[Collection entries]
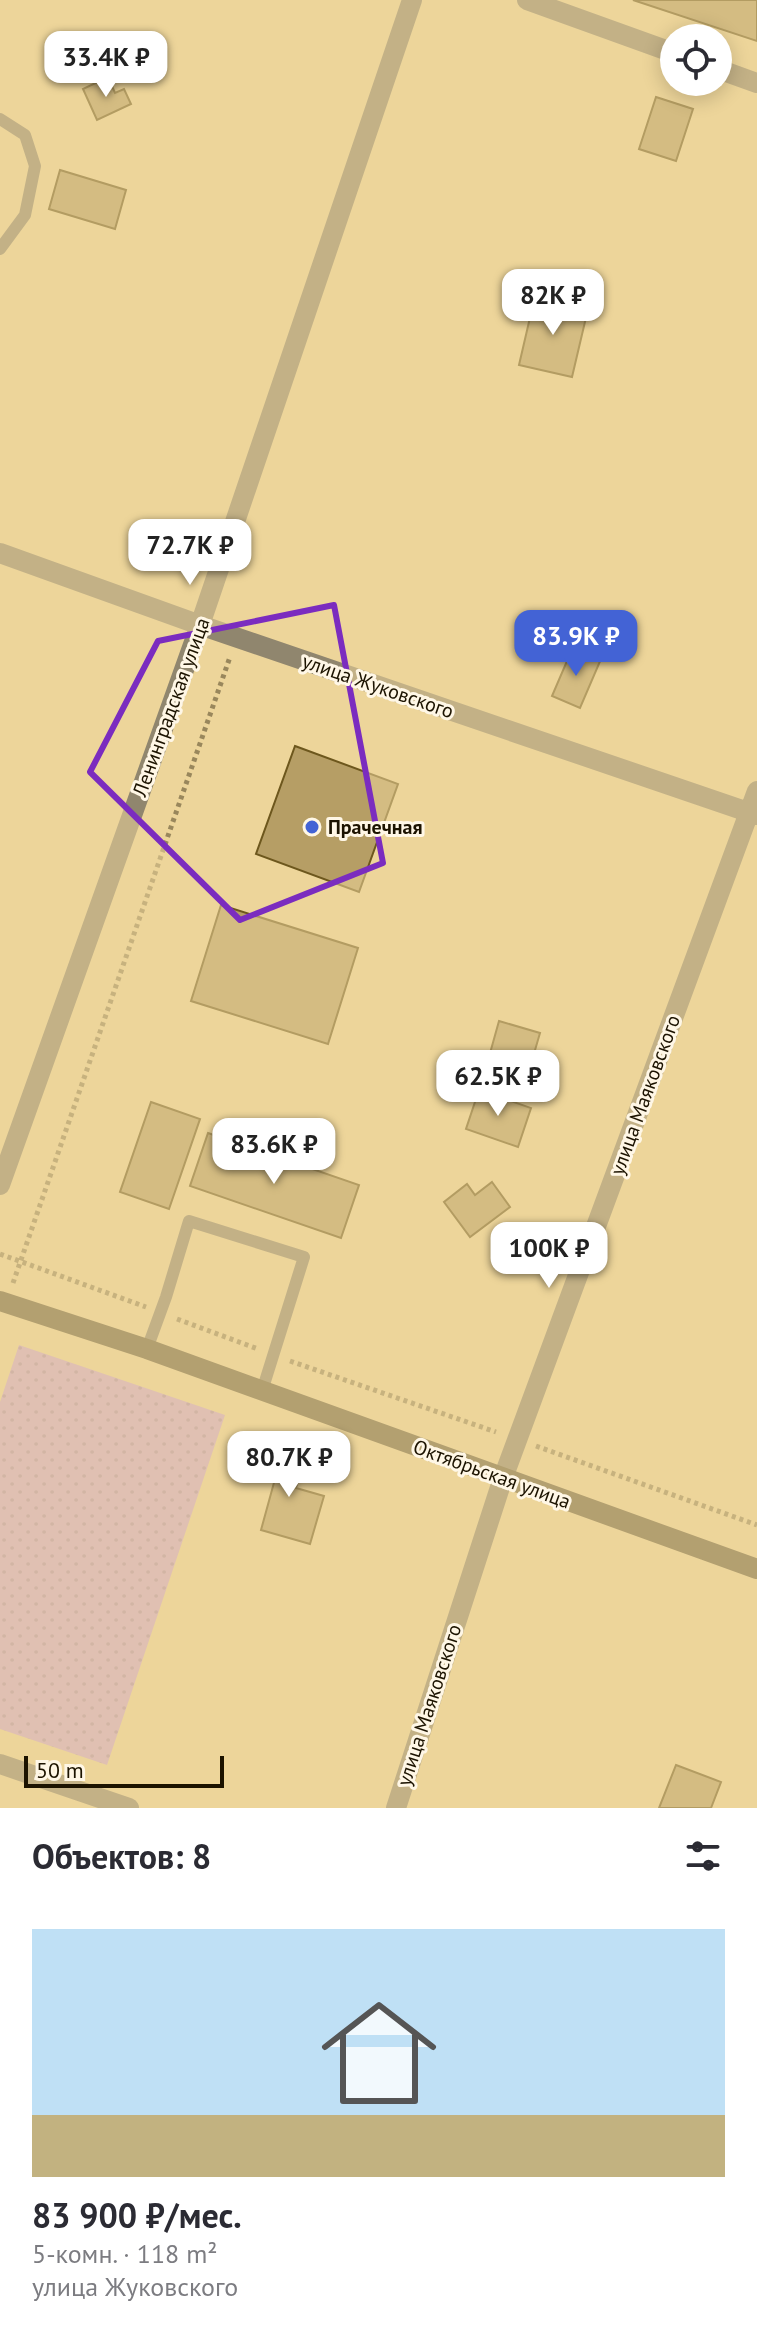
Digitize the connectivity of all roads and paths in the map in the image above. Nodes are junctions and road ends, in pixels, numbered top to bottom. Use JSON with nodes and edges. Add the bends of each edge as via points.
{"nodes":[{"id":1,"x":412,"y":0,"type":"edge"},
{"id":2,"x":527,"y":0,"type":"edge"},
{"id":3,"x":660,"y":48,"type":"edge"},
{"id":4,"x":732,"y":74,"type":"edge"},
{"id":5,"x":757,"y":83,"type":"edge"},
{"id":6,"x":0,"y":119,"type":"edge"},
{"id":7,"x":0,"y":249,"type":"edge"},
{"id":8,"x":0,"y":553,"type":"edge"},
{"id":9,"x":200,"y":625,"type":"junction"},
{"id":10,"x":237,"y":637,"type":"junction"},
{"id":11,"x":757,"y":791,"type":"edge"},
{"id":12,"x":753,"y":813,"type":"edge"},
{"id":13,"x":0,"y":1185,"type":"edge"},
{"id":14,"x":0,"y":1254,"type":"edge"},
{"id":15,"x":20,"y":1261,"type":"junction"},
{"id":16,"x":3,"y":1302,"type":"edge"},
{"id":17,"x":160,"y":1313,"type":"junction"},
{"id":18,"x":147,"y":1349,"type":"junction"},
{"id":19,"x":273,"y":1355,"type":"junction"},
{"id":20,"x":262,"y":1391,"type":"junction"},
{"id":21,"x":517,"y":1439,"type":"junction"},
{"id":22,"x":503,"y":1478,"type":"junction"},
{"id":23,"x":757,"y":1525,"type":"edge"},
{"id":24,"x":757,"y":1569,"type":"edge"},
{"id":25,"x":0,"y":1764,"type":"edge"},
{"id":26,"x":129,"y":1808,"type":"edge"},
{"id":27,"x":396,"y":1808,"type":"edge"}],
"edges":[{"from":1,"to":9,"type":"street","name":"Ленинградская улица"},
{"from":2,"to":3,"type":"street"},
{"from":4,"to":5,"type":"street"},
{"from":6,"to":7,"type":"lane","via":[[25,135],[35,166],[25,215]]},
{"from":8,"to":9,"type":"street","name":"улица Жуковского"},
{"from":9,"to":10,"type":"street","name":"улица Жуковского"},
{"from":9,"to":13,"type":"street","name":"Ленинградская улица"},
{"from":10,"to":12,"type":"street","name":"улица Жуковского"},
{"from":10,"to":15,"type":"path"},
{"from":11,"to":12,"type":"street","name":"улица Маяковского"},
{"from":12,"to":21,"type":"street","name":"улица Маяковского"},
{"from":14,"to":15,"type":"path"},
{"from":15,"to":16,"type":"path"},
{"from":15,"to":17,"type":"path"},
{"from":16,"to":18,"type":"street","name":"Октябрьская улица"},
{"from":17,"to":18,"type":"lane"},
{"from":17,"to":19,"type":"path"},
{"from":17,"to":19,"type":"lane","via":[[189,1221],[304,1257]]},
{"from":18,"to":20,"type":"street","name":"Октябрьская улица"},
{"from":19,"to":20,"type":"lane"},
{"from":19,"to":21,"type":"path"},
{"from":20,"to":22,"type":"street","name":"Октябрьская улица"},
{"from":21,"to":22,"type":"street","name":"улица Маяковского"},
{"from":21,"to":23,"type":"path"},
{"from":22,"to":24,"type":"street","name":"Октябрьская улица"},
{"from":22,"to":27,"type":"street","name":"улица Маяковского"},
{"from":25,"to":26,"type":"street"}]}
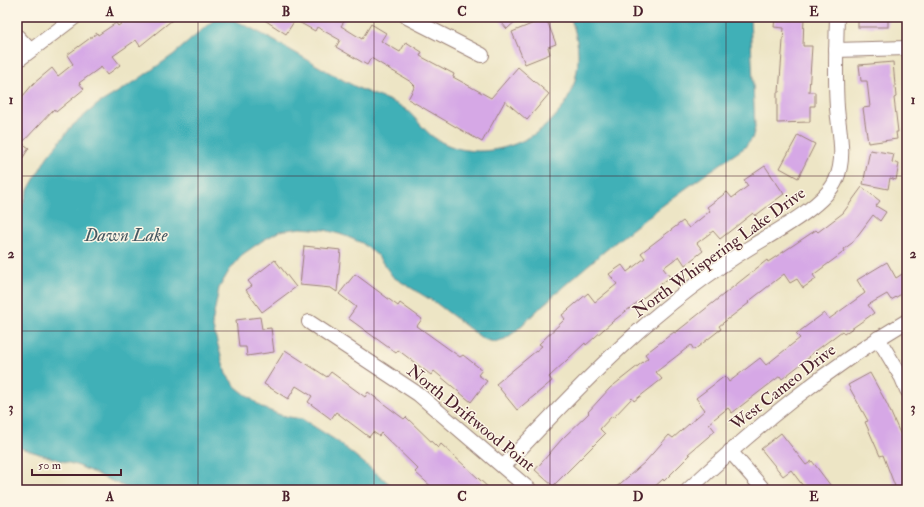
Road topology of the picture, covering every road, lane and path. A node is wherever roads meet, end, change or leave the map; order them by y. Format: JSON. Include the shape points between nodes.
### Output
{"nodes":[{"id":1,"x":75,"y":17,"type":"edge"},
{"id":2,"x":407,"y":17,"type":"edge"},
{"id":3,"x":837,"y":17,"type":"edge"},
{"id":4,"x":17,"y":36,"type":"edge"},
{"id":5,"x":907,"y":48,"type":"edge"},
{"id":6,"x":30,"y":50,"type":"junction"},
{"id":7,"x":836,"y":50,"type":"junction"},
{"id":8,"x":482,"y":55,"type":"dead end"},
{"id":9,"x":17,"y":61,"type":"edge"},
{"id":10,"x":907,"y":320,"type":"edge"},
{"id":11,"x":309,"y":322,"type":"dead end"},
{"id":12,"x":878,"y":338,"type":"junction"},
{"id":13,"x":907,"y":390,"type":"edge"},
{"id":14,"x":730,"y":451,"type":"junction"},
{"id":15,"x":504,"y":466,"type":"junction"},
{"id":16,"x":530,"y":490,"type":"edge"},
{"id":17,"x":688,"y":490,"type":"edge"},
{"id":18,"x":764,"y":490,"type":"edge"}],
"edges":[{"from":1,"to":6,"type":"street"},
{"from":2,"to":8,"type":"street"},
{"from":3,"to":7,"type":"street","name":"North Whispering Lake Drive"},
{"from":4,"to":6,"type":"street"},
{"from":5,"to":7,"type":"street"},
{"from":6,"to":9,"type":"street"},
{"from":7,"to":15,"type":"street","name":"North Whispering Lake Drive","via":[[837,108],[842,151],[836,180],[818,203],[790,224],[741,253],[659,313],[583,383]]},
{"from":10,"to":12,"type":"street","name":"West Cameo Drive"},
{"from":11,"to":15,"type":"street","name":"North Driftwood Point","via":[[418,394]]},
{"from":12,"to":13,"type":"street"},
{"from":12,"to":14,"type":"street","name":"West Cameo Drive","via":[[827,373]]},
{"from":14,"to":17,"type":"street","name":"West Cameo Drive"},
{"from":14,"to":18,"type":"street"},
{"from":15,"to":16,"type":"street","name":"North Driftwood Point"}]}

§ **Directions**: Report the count of lines in the entries that contain the string "Whispering", and nothing besides it.

§ **Response to the exercise**: 2